JAKARTA - Industri gadai di Indonesia bergeliat. Sebab, gadai tidak lagi identik dengan pilihan terakhir ketika seseorang membutuhkan dana cepat. Dari pelaku usaha kecil yang menjaminkan perhiasan untuk menjaga perputaran modal hingga pebisnis kelas atas yang memanfaatkan aset mewah sebagai sumber likuiditas, industri pergadaian kini menjangkau segmen yang semakin luas.
Gambaran ini terlihat di outlet PT Pegadaian (Persero) kawasan Kramat Raya, Jakarta Pusat, Kamis (13/8/2026). Suasana antrean nasabah berpadu dengan aktivitas penaksiran berbagai barang jaminan, mulai dari kalung emas, cincin kawin, hingga perangkat elektronik.
Salah seorang nasabah, Rahmawati (42), pemilik usaha katering rumahan asal Matraman, mengaku menggunakan layanan gadai untuk menjaga perputaran modal usahanya.
"Bahan-bahan pokok lagi pada naik semua, sementara saya dapat pesanan katering untuk acara akhir pekan ini. Kalau nunggu pembayaran dari klien minggu depan, modalnya tidak muter. Ke sini (Pegadaian) cuma butuh 15 menit, bawa kalung emas 5 gram, uang modal langsung cair ke rekening," ujar Rahmawati.
Bagi Rahmawati, gadai bukan pilihan terakhir karena keputusasaan, melainkan jurus jembatan likuiditas (cash flow bridging) paling realistis saat birokrasi pinjaman bank terlalu rumit untuk skala usahanya.
Fenomena yang dialami Rahmawati hanyalah setetes air dari gelombang raksasa pertumbuhan industri pergadaian nasional. Ketika ketidakpastian ekonomi makro global dan pelemahan daya beli membayangi setahun terakhir, industri gadai justru mencatatkan performa yang mengagumkan.

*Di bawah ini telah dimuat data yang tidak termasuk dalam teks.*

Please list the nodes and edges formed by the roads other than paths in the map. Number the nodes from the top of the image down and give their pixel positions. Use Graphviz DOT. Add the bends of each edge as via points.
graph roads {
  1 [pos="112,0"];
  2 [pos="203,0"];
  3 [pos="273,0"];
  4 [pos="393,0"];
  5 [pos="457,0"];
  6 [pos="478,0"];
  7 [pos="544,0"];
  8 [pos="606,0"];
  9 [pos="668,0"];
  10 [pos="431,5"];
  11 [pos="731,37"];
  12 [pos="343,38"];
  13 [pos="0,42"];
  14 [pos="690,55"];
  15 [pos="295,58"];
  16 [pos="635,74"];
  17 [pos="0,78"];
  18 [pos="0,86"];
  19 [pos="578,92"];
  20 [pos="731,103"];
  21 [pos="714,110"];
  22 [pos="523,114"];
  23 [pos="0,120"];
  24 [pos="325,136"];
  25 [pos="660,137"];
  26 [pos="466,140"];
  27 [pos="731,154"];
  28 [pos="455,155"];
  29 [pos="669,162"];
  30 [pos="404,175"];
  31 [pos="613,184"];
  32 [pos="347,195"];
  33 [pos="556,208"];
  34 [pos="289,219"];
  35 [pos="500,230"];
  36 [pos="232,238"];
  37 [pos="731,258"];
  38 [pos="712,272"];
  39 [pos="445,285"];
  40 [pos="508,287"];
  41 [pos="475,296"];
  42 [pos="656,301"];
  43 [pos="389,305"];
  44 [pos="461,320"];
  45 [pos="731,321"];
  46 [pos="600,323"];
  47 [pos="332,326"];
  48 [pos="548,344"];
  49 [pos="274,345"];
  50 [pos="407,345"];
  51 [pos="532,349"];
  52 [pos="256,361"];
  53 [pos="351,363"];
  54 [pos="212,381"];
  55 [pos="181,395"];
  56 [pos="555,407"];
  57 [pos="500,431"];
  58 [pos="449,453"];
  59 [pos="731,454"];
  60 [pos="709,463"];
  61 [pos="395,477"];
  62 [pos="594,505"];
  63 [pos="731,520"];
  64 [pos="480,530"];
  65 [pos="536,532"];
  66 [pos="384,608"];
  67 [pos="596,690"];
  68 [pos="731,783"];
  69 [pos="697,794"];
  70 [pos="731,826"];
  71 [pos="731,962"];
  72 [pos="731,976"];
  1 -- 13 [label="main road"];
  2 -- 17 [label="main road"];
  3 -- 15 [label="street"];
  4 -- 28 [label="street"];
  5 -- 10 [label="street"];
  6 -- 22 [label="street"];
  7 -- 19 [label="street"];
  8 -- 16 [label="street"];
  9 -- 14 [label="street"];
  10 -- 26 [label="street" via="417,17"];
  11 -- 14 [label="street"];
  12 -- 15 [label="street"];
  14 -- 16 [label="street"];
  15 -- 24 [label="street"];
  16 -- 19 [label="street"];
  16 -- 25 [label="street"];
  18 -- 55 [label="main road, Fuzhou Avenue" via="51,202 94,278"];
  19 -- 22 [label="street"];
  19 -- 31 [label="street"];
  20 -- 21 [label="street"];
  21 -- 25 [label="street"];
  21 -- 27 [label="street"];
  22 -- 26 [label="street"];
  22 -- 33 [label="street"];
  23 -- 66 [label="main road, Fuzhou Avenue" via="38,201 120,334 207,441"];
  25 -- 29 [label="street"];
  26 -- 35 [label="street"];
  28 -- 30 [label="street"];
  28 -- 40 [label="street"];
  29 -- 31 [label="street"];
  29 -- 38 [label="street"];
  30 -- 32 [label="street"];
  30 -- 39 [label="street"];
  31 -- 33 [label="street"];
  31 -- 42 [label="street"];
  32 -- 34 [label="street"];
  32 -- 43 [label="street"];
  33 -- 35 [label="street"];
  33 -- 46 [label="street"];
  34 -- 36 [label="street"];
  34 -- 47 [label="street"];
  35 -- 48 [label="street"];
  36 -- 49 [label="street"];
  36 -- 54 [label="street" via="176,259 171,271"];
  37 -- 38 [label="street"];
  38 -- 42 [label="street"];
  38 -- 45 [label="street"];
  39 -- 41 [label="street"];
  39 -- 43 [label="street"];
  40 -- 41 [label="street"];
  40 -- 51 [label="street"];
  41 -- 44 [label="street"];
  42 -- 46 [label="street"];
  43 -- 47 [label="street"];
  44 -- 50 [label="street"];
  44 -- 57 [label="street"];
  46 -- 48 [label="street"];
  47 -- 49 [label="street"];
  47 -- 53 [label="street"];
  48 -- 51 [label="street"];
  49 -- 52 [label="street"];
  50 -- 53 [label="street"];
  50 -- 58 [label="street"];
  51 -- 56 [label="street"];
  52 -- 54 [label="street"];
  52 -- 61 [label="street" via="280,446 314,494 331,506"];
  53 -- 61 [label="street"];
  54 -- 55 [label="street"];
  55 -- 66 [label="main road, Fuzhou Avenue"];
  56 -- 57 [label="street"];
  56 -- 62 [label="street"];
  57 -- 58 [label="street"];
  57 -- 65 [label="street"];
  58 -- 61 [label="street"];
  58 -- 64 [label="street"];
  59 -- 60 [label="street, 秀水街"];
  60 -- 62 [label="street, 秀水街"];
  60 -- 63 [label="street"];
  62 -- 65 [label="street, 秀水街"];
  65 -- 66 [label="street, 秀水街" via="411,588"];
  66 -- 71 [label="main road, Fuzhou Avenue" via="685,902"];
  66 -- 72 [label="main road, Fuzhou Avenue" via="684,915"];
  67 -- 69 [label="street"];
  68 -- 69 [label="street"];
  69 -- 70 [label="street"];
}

Berdasarkan data Otoritas Jasa Keuangan (OJK), penyaluran pinjaman industri pergadaian secara nasional terus melaju kencang dengan pertumbuhan dua digit melebihi 33% Year-on-Year (YoY), dengan total penyaluran pinjaman menembus angka di atas Rp103,36 triliun.
Sebagai penguasa pasar utama, PT Pegadaian mencatatkan kenaikan Outstanding Loan (OSL) Gross yang fantastis hingga lebih dari 58% YoY. Yang menarik, di tengah bayang-bayang kredit macet di sektor keuangan lain, rasio Non-Performing Loan (NPL) industri gadai justru membaik di level yang sangat sehat, yakni di bawah 1%.
Peta persaingan pun kian berwarna. Tak lagi didominasi penuh oleh BUMN, lanskap pergadaian nasional kini diwarnai ekspansi masif dari pemain gadai swasta berizin resmi OJK. Nama-nama seperti Pusat Gadai Indonesia, Gadai Top, Raja Gadai, hingga Beli Gadai tumbuh menjamur di sudut-sudut kota hingga pemukiman padat penduduk.
Kehadiran aturan tegas seperti POJK Nomor 39 Tahun 2024 dan UU P2SK kian mempercepat pembersihan pasar dari pemain gadai informal, menjadikan industri ini semakin modern dan tepercaya.
Mengapa pergadaian begitu digandrungi? Jawabannya terletak pada skema penjaminan berbasis aset (collateral-based lending). Saat perbankan formal makin selektif menyalurkan kredit akibat kekhawatiran risiko, dan pinjaman online (pinjol) tergerus stigma bunga mencekik, gadai menawarkan akses dana yang relatif cepat dengan aset sebagai jaminan.